Transporting military leadership lessons to the business world is not new, as demonstrated by the continuing popularity with managers of The Art of War, a 2000-year-old Chinese treatise on warfare. However, it may be difficult to find a more compelling, tension-filled yet clearly applicable business text than Jocko Willink and Leif Babin’s book, Extreme Ownership.

Former Navy SEAL officers Willink and Babin, who now run a leadership consultancy called Echelon Front, built on the lessons of their battlefield experiences, base Extreme Ownership on the battle of Ramadi, a major 2006 offensive by allied forces to purge the Al-Qaeda presence in this large Iraqi city. Ramadi is a city of 400,000 people, and the battle was therefore a difficult and deadly streetby-street, building-by-building conquest in which “every piece of trash [was] a potential IED [improvised exploding device], every window, door, balcony and rooftop a potential enemy firing position,” the authors write.
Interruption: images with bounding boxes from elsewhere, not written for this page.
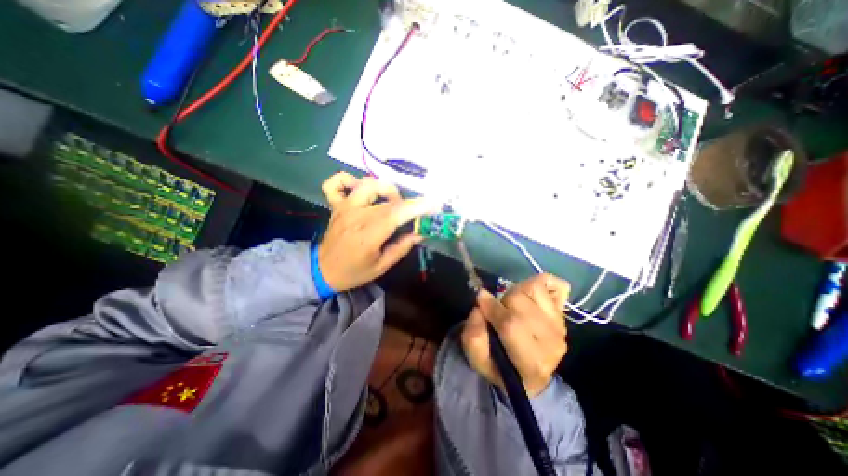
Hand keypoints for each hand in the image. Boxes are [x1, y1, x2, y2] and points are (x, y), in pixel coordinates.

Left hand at [317, 169, 437, 290]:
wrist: (322, 271)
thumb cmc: (353, 272)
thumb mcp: (381, 266)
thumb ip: (401, 247)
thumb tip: (420, 233)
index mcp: (369, 234)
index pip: (397, 213)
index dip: (417, 206)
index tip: (434, 204)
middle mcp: (356, 215)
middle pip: (387, 197)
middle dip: (406, 202)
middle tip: (410, 214)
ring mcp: (344, 207)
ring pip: (367, 183)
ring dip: (385, 189)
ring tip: (390, 201)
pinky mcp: (336, 205)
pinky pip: (337, 183)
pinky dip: (348, 180)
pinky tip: (359, 189)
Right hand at [461, 273, 571, 395]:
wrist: (530, 375)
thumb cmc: (500, 367)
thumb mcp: (478, 361)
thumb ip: (474, 335)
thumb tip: (480, 306)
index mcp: (530, 361)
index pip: (511, 324)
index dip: (492, 307)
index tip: (480, 299)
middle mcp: (551, 342)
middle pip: (520, 301)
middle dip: (503, 301)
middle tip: (497, 309)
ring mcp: (560, 326)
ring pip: (534, 289)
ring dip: (518, 292)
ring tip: (512, 305)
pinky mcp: (563, 315)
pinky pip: (557, 286)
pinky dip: (543, 285)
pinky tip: (531, 296)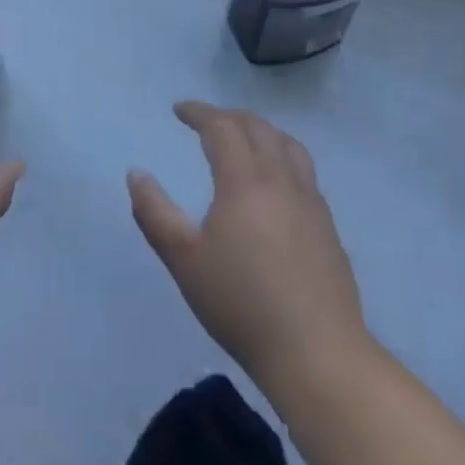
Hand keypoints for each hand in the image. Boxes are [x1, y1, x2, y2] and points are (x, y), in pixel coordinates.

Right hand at [129, 102, 367, 388]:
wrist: (317, 354)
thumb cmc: (242, 304)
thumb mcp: (184, 261)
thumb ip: (154, 213)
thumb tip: (136, 174)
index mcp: (245, 180)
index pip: (222, 127)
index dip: (199, 112)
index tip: (179, 110)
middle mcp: (281, 178)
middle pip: (257, 127)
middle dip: (227, 116)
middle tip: (204, 121)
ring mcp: (311, 200)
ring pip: (287, 144)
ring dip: (260, 130)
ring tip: (242, 139)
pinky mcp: (328, 224)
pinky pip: (303, 169)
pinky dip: (281, 155)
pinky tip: (274, 183)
Each chapter in the book begins with a scene from the battle (the authors note that they have taken extra precautions to prevent any specific tactics, techniques and procedures from being revealed in the book, and in fact, the book was cleared by military authorities). After the narrative of the battlefield event is completed, the authors then provide the core principle to be learned from the event. The authors then, in what is one of the most valuable sections of each chapter, demonstrate how the lesson learned is applied to a real-world business case.

For example, the title of the book is Extreme Ownership, and this refers to one of the authors’ key leadership principles: leaders must take complete — even ‘extreme’ — ownership for anything and everything that happens in the unit or organization that they lead. The chapter begins with a nearly disastrous friendly fire incident, what the military calls ‘blue-on-blue.’ In the confusion of the battle, American and Iraqi forces were launching an attack on a building they believed was being held by a stubborn unit of Al Qaeda fighters. Inside the building, an isolated Navy SEALs unit fought back against an attack they believed was being led by Al Qaeda forces. Acting on a hunch, Willink and another soldier entered the building and discovered the blue-on-blue situation — just minutes before the building was to be bombed into rubble. A series of mistakes by various parties had created a situation where allied forces were fighting each other to the death. When his superiors demanded an explanation, Willink declared that all mistakes were his. His superiors decided not to ‘relieve’ him.

In the business application section, Willink describes working with a manufacturing VP whose board-approved plan to bring down manufacturing costs was consistently failing. The VP continuously blamed others for a ‘failure to execute.’ Willink finally convinced the VP to take the blame — which did not mean simply to shoulder the responsibility but to truly believe that he was the cause of the failure and therefore the plan would continue to fail until he changed what he was doing. It was the first step, Willink writes, to resolving what seemed to be an intractable problem.

Written by Soldiers, Not Consultants

Extreme Ownership is divided into three parts. The first, ‘Winning the War Within,’ covers four fundamental building blocks for leadership: extreme ownership; no bad teams, only bad leaders; believe; and check the ego. The second section, entitled ‘The Laws of Combat,’ describes four critical concepts for dominant team performance: cover and move, simple, prioritize and execute, and decentralized command. The book closes with a section on sustaining victory.

The business bookshelves sag with the weight of ‘lessons of’ books, including military lessons, many written by professional authors or consultants who simply adapt military events to the business arena. The leadership skills of Willink and Babin were forged in battle. In addition, they developed their leadership lessons for other soldiers first — Willink was commander of all West Coast SEALs training, and Babin was in command of junior officer leadership training — before ever considering any business world applications. The result is an unambiguous authenticity to the lessons in the book that is unmatched in other titles. Extreme Ownership is one of the very best books in the ‘lessons of’ genre.